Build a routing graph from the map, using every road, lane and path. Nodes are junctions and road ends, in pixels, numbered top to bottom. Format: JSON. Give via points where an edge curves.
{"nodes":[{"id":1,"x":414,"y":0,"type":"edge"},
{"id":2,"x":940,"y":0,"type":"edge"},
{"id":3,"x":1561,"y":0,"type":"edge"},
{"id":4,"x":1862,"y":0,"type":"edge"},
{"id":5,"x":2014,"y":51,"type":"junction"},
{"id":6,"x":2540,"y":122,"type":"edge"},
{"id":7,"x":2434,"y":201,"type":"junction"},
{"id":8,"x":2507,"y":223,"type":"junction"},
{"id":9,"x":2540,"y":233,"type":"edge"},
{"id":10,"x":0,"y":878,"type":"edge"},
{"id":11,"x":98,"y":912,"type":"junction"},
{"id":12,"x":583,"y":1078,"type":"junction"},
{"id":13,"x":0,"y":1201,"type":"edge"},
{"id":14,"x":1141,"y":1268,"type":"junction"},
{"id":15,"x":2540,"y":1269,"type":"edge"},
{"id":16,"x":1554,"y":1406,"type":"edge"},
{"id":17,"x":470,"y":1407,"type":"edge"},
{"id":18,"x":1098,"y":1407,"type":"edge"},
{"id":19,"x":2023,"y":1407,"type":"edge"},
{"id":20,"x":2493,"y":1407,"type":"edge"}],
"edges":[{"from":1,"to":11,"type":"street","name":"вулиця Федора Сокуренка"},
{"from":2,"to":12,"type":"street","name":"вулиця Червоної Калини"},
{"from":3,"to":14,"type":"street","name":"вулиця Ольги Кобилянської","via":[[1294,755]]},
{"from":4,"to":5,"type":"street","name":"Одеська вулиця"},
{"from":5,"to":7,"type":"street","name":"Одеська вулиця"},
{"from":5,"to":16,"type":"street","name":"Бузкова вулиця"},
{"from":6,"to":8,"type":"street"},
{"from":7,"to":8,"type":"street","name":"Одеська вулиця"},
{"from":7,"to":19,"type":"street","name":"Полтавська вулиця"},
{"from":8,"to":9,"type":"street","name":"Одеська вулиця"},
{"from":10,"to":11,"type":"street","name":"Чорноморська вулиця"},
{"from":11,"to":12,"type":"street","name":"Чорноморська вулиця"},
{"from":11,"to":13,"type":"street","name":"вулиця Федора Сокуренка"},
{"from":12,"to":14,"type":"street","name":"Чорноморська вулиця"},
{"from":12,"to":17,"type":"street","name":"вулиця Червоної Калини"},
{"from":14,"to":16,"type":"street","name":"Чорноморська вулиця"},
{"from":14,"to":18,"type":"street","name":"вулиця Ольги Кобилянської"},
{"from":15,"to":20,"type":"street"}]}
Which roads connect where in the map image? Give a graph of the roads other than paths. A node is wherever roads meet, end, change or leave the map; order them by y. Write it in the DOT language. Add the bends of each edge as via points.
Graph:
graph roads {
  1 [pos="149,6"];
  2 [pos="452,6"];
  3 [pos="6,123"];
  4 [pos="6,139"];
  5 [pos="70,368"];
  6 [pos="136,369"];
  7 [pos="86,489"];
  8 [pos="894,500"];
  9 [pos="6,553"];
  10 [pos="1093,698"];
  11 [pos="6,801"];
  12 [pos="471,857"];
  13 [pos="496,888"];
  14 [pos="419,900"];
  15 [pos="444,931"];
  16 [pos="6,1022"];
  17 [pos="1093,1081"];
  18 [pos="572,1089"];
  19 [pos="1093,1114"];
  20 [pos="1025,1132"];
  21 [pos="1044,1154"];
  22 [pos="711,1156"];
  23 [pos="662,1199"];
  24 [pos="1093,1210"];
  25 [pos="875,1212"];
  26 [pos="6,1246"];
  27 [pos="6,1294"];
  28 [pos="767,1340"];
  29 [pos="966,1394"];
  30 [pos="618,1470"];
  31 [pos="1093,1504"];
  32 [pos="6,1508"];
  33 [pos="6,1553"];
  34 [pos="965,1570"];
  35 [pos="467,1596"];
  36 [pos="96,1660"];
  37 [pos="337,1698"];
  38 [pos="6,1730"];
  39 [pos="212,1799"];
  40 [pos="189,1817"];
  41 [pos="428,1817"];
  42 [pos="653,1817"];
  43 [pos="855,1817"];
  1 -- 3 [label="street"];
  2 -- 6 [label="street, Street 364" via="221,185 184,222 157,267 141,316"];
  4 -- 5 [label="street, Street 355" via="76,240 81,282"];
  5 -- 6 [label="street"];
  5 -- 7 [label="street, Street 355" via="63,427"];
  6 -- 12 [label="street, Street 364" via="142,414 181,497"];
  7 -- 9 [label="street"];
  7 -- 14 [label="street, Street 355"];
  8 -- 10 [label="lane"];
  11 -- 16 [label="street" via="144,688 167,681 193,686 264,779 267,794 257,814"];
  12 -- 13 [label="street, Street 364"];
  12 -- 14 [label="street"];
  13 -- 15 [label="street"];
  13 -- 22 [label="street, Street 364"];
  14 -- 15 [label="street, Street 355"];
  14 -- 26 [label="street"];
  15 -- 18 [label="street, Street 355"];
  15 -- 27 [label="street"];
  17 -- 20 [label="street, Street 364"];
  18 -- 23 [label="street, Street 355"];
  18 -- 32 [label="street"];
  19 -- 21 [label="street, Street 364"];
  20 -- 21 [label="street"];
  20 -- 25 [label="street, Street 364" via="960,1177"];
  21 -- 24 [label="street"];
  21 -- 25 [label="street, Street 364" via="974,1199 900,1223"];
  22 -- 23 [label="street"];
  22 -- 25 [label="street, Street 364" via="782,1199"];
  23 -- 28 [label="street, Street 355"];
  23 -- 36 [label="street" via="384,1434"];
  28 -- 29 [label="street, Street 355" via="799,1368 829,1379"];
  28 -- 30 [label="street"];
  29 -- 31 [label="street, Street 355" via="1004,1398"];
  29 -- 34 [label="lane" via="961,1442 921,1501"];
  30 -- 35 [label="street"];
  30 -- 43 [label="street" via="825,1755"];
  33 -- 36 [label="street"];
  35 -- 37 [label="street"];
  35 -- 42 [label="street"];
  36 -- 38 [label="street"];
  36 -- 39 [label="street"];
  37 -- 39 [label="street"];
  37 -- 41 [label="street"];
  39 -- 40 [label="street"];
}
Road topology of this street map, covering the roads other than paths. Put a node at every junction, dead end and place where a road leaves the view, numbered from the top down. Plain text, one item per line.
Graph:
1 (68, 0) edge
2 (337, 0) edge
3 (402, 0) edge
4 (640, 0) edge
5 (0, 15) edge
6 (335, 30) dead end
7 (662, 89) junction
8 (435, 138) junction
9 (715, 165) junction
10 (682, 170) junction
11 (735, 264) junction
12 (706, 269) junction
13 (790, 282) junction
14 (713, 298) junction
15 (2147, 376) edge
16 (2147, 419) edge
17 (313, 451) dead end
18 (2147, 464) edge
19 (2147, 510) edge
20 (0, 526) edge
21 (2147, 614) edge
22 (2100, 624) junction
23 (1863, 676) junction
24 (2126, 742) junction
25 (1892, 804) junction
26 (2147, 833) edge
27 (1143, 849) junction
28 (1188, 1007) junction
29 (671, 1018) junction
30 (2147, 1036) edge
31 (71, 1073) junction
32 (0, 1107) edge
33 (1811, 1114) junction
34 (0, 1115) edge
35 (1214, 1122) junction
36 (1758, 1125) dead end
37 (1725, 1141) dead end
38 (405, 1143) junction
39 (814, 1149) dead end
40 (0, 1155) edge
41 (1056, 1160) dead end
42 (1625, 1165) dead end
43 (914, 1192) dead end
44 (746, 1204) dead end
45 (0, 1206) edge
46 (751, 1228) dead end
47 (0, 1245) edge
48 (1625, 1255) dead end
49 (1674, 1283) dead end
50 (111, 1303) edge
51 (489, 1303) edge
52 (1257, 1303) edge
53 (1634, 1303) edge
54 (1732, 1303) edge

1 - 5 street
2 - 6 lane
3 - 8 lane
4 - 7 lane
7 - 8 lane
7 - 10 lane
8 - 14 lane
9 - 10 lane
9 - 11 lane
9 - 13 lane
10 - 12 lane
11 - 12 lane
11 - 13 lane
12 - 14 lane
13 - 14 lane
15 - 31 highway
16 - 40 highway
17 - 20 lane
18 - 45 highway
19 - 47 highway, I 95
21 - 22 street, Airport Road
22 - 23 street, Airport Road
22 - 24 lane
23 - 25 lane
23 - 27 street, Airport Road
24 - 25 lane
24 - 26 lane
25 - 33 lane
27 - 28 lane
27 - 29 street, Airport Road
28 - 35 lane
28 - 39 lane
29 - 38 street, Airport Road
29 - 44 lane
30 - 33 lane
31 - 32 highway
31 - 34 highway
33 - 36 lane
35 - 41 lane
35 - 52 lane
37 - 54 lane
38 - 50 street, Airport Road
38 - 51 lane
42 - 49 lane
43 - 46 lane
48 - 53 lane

++++

> [WHAT TO WORK ON]:
Go through the lines above and count those that include "Airport"; give the total and nothing more.

> [YOUR SOLUTION]:
6